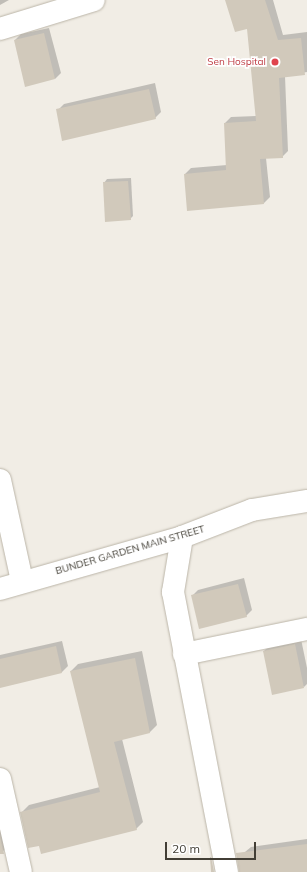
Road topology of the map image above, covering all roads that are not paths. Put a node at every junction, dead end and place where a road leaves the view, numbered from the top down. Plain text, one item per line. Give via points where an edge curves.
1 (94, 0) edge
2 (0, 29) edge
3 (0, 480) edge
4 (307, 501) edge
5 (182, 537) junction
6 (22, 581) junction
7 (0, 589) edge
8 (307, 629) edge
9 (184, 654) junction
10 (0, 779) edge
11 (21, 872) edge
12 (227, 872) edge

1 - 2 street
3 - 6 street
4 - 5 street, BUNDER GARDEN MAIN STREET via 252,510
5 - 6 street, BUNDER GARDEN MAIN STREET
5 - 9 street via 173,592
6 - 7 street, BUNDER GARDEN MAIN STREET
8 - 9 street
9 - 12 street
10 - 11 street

==

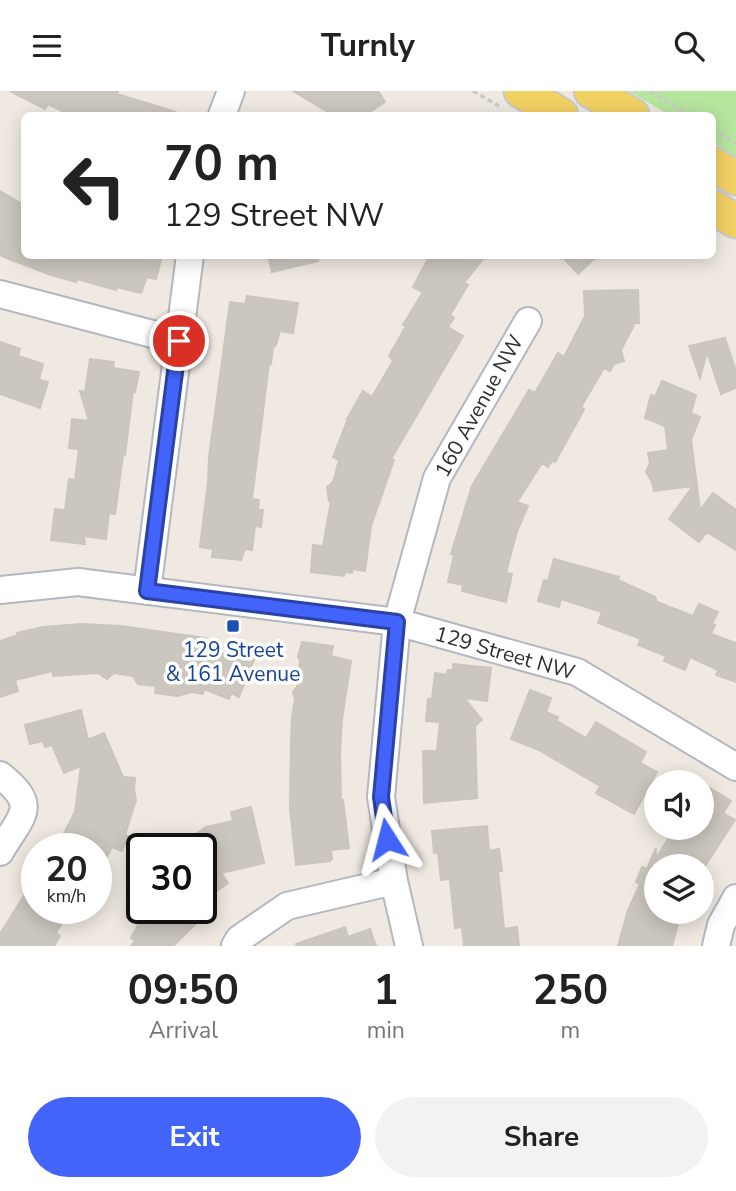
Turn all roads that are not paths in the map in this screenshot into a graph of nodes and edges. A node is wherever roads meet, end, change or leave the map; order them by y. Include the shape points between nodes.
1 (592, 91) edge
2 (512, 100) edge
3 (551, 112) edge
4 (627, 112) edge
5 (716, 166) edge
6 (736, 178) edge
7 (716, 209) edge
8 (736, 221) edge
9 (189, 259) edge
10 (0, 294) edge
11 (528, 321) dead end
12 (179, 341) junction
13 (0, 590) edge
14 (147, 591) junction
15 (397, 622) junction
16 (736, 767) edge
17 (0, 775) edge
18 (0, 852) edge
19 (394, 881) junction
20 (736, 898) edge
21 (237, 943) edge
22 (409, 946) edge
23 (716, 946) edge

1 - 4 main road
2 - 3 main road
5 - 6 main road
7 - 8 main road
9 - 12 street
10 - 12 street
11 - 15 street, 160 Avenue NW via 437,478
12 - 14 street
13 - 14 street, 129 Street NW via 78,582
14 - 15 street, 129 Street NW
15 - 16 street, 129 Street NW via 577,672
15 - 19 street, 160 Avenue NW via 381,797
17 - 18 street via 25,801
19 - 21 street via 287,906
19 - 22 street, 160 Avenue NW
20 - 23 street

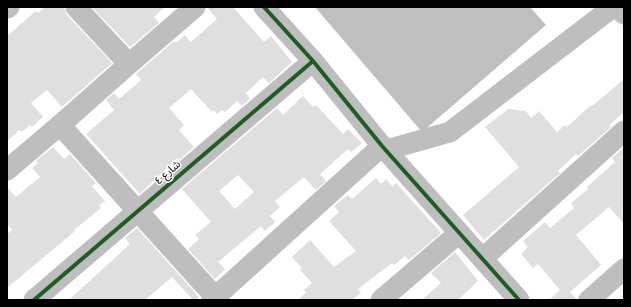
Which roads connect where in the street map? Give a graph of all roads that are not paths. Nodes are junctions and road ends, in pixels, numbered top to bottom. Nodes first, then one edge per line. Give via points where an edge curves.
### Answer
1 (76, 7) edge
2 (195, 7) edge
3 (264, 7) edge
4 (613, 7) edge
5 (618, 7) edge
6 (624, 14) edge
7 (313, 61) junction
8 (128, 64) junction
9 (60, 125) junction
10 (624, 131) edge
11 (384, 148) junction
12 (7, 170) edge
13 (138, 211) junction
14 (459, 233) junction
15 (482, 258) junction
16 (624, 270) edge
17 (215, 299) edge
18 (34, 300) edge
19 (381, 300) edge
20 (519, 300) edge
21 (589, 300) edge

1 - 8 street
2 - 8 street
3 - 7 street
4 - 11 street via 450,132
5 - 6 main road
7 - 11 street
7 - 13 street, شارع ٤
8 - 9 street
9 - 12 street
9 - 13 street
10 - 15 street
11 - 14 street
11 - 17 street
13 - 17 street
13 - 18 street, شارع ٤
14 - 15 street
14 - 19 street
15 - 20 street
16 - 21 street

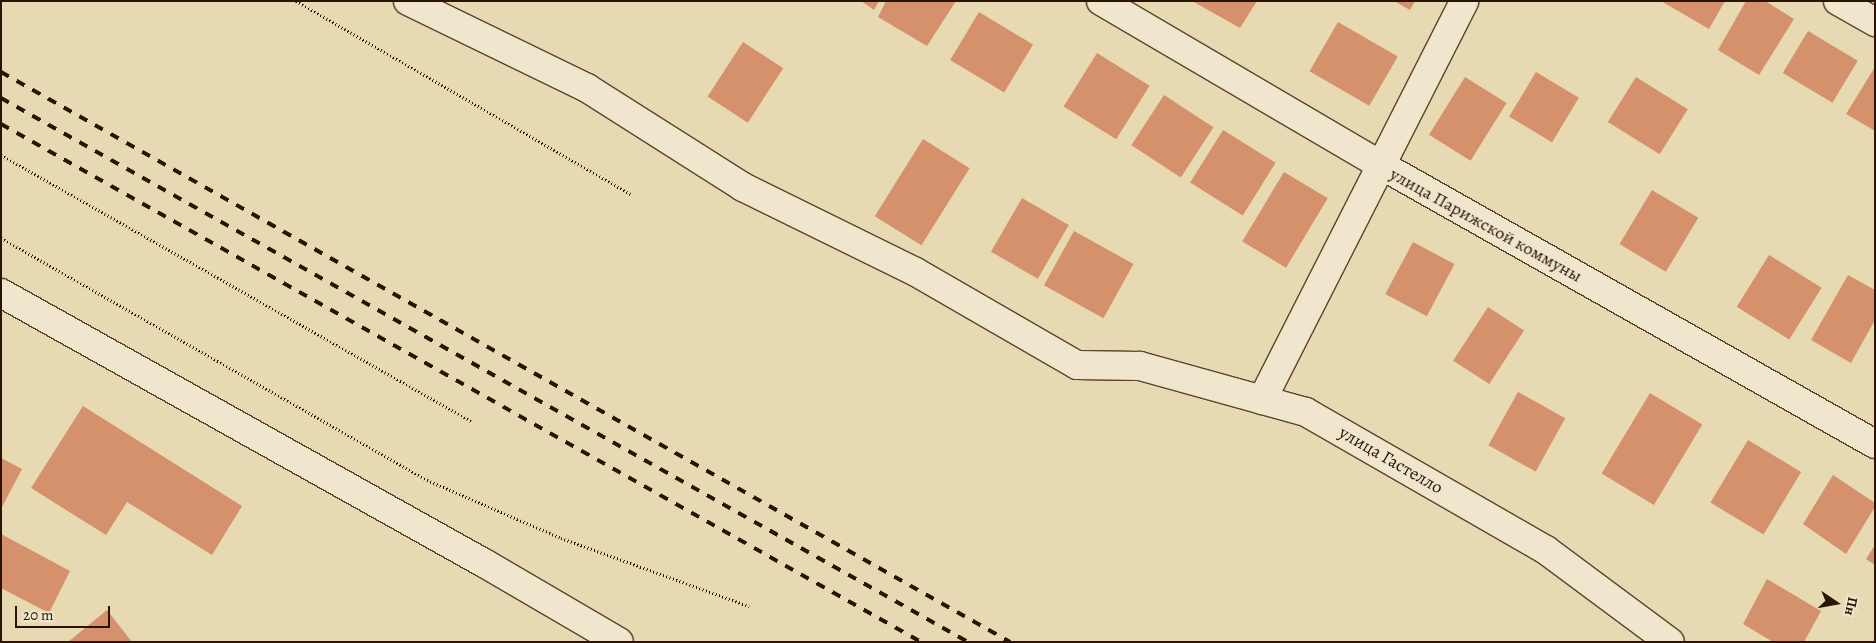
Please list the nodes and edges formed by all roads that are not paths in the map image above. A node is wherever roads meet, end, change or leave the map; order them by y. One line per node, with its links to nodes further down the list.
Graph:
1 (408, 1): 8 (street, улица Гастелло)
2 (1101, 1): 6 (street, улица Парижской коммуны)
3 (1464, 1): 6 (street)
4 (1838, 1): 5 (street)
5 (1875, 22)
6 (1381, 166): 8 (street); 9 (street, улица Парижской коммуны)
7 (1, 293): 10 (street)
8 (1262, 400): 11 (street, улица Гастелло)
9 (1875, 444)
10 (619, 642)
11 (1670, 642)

» TASK OBJECTIVE:
In the entries above, which lines run from the one with "Turn all roads" up to and including the one with "Which roads connect"? Write them out exactly, without the pictures.

» EXERCISE RESULT:
Turn all roads that are not paths in the map in this screenshot into a graph of nodes and edges. A node is wherever roads meet, end, change or leave the map; order them by y. Include the shape points between nodes.
1 (592, 91) edge
2 (512, 100) edge
3 (551, 112) edge
4 (627, 112) edge
5 (716, 166) edge
6 (736, 178) edge
7 (716, 209) edge
8 (736, 221) edge
9 (189, 259) edge
10 (0, 294) edge
11 (528, 321) dead end
12 (179, 341) junction
13 (0, 590) edge
14 (147, 591) junction
15 (397, 622) junction
16 (736, 767) edge
17 (0, 775) edge
18 (0, 852) edge
19 (394, 881) junction
20 (736, 898) edge
21 (237, 943) edge
22 (409, 946) edge
23 (716, 946) edge

1 - 4 main road
2 - 3 main road
5 - 6 main road
7 - 8 main road
9 - 12 street
10 - 12 street
11 - 15 street, 160 Avenue NW via 437,478
12 - 14 street
13 - 14 street, 129 Street NW via 78,582
14 - 15 street, 129 Street NW
15 - 16 street, 129 Street NW via 577,672
15 - 19 street, 160 Avenue NW via 381,797
17 - 18 street via 25,801
19 - 21 street via 287,906
19 - 22 street, 160 Avenue NW
20 - 23 street

Which roads connect where in the street map? Give a graph of all roads that are not paths. Nodes are junctions and road ends, in pixels, numbered top to bottom. Nodes first, then one edge per line. Give via points where an edge curves.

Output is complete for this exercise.